The Pipes o' Pan (aka The Pipes of Pan) is a 1914 American silent drama film directed by Joe De Grasse and featuring Lon Chaney and Pauline Bush. It is thought the screenplay was written by De Grasse's wife Ida May Park, but she was uncredited. The film is now considered to be lost.

The sequence in the film showing the history of Pan was hand colored, with the rest of the film in black-and-white. A still exists showing Lon Chaney in the Arthur Farrell role.

==Plot==
Stephen Arnold, a painter, dreams of a beautiful love scene in a forest involving a faun and a wood-nymph that is interrupted by the daughter of Pan. In the dream, Pan's daughter lures the faun away from his beloved wood-nymph with her magic flute. When he awakens from his dream, he decides to capture the image of Pan's daughter on canvas and goes in search of a suitable model. He meets Caprice, a dancer who strangely resembles Pan's daughter as seen in his dream. Stephen convinces the girl to pose for him and he soon becomes entranced by her. His wife Marian becomes jealous at her husband's neglect of her and she strikes up a relationship with Arthur Farrell, her husband's best friend. Farrell falls in love with Marian and makes advances towards her, but she keeps him at arm's length.

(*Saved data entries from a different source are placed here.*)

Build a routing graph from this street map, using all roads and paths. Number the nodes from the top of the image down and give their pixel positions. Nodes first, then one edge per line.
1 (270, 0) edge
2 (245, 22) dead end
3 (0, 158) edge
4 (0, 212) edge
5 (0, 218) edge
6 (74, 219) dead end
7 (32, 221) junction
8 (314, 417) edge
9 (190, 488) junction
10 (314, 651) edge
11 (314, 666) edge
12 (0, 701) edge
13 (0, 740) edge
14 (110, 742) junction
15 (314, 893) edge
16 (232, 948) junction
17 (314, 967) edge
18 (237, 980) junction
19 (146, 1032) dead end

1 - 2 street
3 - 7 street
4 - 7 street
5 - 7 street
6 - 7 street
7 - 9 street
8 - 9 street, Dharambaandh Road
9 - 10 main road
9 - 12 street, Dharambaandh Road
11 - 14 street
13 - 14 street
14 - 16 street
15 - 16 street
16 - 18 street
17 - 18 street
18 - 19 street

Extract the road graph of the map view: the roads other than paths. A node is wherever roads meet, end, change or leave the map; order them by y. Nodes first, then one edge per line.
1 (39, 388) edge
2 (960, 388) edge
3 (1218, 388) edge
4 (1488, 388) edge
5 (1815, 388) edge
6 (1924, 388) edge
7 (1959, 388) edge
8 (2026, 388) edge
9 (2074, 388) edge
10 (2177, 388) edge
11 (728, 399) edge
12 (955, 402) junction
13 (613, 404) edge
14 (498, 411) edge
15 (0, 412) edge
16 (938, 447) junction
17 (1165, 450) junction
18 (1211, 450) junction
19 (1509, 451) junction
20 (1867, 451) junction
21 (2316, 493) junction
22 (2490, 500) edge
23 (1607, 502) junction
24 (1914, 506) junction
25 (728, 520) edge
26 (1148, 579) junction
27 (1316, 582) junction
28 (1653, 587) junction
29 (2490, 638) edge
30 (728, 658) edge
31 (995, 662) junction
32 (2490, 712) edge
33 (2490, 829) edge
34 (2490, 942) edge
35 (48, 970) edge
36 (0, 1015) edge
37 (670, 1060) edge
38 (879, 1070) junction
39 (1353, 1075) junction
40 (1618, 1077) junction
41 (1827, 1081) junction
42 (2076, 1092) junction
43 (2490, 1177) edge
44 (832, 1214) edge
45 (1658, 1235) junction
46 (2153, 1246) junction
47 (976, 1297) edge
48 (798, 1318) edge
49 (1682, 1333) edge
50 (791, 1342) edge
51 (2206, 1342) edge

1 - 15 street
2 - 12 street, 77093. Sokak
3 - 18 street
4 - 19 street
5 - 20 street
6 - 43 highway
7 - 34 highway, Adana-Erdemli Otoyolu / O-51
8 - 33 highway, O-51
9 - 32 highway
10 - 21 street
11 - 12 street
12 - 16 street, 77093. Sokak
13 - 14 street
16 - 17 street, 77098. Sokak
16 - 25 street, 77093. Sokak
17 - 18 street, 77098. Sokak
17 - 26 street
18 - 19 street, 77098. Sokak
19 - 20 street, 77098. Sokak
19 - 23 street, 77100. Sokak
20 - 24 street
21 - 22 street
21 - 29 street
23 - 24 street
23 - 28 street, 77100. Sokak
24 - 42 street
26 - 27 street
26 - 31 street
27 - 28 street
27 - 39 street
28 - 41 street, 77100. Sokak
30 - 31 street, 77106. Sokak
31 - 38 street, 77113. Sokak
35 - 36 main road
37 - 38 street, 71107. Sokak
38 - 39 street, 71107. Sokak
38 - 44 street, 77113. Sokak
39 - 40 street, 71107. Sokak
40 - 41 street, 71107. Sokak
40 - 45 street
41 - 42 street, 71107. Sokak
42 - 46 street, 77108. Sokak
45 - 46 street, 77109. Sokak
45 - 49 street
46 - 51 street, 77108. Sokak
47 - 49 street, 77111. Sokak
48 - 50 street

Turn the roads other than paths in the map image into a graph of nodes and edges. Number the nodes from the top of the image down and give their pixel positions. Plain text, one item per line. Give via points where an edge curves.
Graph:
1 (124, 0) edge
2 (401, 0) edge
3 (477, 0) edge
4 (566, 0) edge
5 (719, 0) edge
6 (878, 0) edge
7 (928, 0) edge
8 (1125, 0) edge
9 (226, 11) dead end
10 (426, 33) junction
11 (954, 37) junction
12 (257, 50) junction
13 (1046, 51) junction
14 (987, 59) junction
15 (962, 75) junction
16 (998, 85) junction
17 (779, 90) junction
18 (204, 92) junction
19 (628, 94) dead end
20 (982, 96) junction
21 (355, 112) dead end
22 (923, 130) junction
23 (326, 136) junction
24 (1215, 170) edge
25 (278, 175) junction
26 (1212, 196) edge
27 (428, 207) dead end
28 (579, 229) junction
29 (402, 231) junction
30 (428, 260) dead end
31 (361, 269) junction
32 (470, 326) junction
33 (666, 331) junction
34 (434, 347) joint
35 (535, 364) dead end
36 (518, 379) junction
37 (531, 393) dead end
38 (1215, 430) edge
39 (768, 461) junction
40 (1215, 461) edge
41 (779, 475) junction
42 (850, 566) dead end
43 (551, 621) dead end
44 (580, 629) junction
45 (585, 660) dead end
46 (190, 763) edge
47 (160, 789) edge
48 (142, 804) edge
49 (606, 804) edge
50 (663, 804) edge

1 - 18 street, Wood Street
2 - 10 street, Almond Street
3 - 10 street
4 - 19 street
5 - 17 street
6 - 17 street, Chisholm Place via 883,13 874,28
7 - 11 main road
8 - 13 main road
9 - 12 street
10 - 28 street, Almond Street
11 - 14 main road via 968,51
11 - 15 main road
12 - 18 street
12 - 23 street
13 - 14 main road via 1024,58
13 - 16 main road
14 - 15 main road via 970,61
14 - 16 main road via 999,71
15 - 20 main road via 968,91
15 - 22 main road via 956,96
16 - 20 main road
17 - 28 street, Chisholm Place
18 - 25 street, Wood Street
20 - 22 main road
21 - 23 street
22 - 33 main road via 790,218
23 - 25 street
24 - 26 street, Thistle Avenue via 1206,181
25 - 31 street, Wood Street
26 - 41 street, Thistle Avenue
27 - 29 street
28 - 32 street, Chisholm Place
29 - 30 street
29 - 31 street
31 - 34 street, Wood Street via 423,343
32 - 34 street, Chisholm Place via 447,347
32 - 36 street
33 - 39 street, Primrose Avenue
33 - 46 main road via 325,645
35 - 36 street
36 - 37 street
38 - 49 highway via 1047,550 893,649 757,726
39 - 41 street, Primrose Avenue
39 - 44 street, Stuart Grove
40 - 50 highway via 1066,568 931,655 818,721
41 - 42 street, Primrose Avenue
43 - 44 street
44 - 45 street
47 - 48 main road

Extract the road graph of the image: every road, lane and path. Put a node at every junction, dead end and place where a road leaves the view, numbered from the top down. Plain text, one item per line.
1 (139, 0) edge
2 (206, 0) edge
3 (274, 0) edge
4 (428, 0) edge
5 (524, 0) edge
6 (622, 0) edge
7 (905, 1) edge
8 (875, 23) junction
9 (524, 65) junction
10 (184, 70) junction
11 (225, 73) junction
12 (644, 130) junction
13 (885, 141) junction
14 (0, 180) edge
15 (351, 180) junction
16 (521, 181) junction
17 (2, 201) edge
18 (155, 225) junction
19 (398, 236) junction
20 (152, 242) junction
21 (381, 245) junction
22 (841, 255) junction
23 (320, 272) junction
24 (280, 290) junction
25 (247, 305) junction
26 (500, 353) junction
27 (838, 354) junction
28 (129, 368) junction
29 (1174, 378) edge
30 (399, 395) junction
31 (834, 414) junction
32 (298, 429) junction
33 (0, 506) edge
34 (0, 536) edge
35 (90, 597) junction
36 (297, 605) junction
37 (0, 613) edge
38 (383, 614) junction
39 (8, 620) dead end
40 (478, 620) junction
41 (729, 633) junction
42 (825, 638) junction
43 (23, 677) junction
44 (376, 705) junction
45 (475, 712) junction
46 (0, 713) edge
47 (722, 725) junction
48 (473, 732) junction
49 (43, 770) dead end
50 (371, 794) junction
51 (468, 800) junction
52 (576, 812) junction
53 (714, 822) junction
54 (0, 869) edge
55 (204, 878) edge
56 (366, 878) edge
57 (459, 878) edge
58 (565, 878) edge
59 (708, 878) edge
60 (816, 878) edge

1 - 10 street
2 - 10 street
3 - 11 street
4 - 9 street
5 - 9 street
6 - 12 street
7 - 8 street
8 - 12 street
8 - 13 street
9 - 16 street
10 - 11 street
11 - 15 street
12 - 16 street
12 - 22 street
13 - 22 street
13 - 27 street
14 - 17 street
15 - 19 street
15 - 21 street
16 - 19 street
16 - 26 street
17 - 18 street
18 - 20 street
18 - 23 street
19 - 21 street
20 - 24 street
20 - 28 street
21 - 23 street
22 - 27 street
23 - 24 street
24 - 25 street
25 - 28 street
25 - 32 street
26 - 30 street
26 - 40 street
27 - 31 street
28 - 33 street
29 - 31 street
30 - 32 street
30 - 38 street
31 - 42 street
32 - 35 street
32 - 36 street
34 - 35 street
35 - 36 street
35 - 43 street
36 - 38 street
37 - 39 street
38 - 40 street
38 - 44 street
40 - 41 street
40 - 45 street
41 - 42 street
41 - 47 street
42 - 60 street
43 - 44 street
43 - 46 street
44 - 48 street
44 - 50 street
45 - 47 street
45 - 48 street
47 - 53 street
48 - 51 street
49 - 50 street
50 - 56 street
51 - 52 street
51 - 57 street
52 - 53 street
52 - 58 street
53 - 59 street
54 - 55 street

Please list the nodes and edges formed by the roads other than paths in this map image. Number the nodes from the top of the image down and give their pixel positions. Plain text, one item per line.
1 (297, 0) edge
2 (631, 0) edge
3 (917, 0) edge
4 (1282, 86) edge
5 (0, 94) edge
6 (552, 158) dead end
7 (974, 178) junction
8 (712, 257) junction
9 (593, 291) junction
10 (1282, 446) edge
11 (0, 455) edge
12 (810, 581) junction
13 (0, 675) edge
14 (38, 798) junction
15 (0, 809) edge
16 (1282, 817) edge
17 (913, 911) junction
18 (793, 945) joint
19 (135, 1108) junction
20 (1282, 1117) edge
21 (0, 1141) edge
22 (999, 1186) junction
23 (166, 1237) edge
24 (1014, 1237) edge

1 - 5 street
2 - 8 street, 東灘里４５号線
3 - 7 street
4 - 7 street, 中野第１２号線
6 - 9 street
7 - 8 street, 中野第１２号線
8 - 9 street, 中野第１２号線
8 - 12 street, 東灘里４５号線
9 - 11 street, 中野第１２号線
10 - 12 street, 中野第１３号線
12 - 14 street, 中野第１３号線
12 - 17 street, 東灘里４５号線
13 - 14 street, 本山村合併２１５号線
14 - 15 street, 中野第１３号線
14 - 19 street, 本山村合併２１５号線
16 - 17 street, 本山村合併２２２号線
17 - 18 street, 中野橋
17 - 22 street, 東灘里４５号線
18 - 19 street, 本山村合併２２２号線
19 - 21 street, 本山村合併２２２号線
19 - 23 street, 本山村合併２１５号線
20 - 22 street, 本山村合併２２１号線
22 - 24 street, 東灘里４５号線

After the painting is finished, Stephen is unable to give Caprice up and he is drawn into a passionate love scene with the young woman. Totally disgusted at her husband's behavior, Marian has decided to leave him at this point and run off with Farrell, and she goes to her husband's studio to tell him. There she finds the completed painting of Caprice, and in a rage, she slashes it to tatters. With the painting destroyed, Caprice's strange hold over Stephen is suddenly broken. The repentant artist returns home to his forgiving wife and they are reunited.

==Cast==
- Joe King as Stephen Arnold, the artist
- Pauline Bush as Marian, his wife
- Carmen Phillips as Caprice, the mysterious model
- Lon Chaney as Arthur Farrell

==Reception==
Moving Picture World wrote: "The model's abbreviated attire will undoubtedly raise the old question of just what constitutes real art in such matters. This will shock some viewers. The husband's conscientious scruples were rather too sudden to be very convincing. This holds the interest throughout, but it undoubtedly steps over the line of delicacy to an extent.".